Pour s’adapter à ce contexte nouveau, souligne Agoria, les enseignants doivent être mieux formés à ces nouvelles méthodes pédagogiques. “Il convient de […] s’assurer que la dimension technologique est au cœur-même de l’éthos professionnel des enseignants et [de] créer de la sorte un “réflexe technologique” tant du point de vue du référentiel pédagogique (le rôle de l’enseignant) que du point de vue des outils pédagogiques (les bons outils pour induire l’apprentissage).”

Reste à aménager, compléter et mettre régulièrement à jour les référentiels de compétences des enseignants.
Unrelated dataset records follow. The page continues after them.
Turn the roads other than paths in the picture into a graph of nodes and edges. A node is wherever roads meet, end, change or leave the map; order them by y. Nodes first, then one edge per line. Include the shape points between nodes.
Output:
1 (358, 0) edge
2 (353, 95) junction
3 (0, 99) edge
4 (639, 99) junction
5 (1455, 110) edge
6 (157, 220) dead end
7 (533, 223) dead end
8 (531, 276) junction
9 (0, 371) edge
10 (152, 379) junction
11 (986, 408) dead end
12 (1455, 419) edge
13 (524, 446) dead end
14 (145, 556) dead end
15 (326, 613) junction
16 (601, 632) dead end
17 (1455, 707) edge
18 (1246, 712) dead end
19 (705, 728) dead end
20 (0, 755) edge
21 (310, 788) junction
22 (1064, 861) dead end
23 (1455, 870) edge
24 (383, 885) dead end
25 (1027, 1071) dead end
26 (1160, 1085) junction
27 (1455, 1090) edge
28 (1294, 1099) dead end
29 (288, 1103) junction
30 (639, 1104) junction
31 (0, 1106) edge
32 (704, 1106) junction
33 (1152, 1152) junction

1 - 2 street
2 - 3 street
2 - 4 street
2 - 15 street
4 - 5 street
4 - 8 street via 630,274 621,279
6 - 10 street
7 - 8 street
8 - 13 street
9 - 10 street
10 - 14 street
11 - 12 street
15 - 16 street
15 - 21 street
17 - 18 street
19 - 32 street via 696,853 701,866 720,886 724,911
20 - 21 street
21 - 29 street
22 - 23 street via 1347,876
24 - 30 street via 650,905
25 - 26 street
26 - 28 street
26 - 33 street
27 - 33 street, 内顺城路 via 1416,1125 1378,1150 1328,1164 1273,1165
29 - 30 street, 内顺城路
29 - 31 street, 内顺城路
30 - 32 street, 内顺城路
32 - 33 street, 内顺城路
Chantier qu’aborde Agoria dans le cadre de sa cinquième et dernière recommandation: “Au-delà de la formation initiale, il convient également d’assurer le reskilling digital des enseignants en exercice et d’assurer en continu un upskiling digital tout au long de la carrière des enseignants.”

En la matière, Agoria Wallonie estime que les Centres de compétences [Technofutur TIC, Technocité…] sont des intervenants idéaux, en appui et/ou en supplément des instances de référence en matière de formation continue des enseignants. “Ils seraient compétents pour définir les formations à suivre, compte tenu de l’évolution du référentiel de compétences digitales qu’un enseignant doit pouvoir atteindre”.

 

Agoria Wallonie: “Des audits réguliers des compétences des enseignants devraient être réalisés et des obligations de formation devraient être formulées en tenant compte de leur situation (développement de parcours de formation non plus génériques mais bien personnalisés).”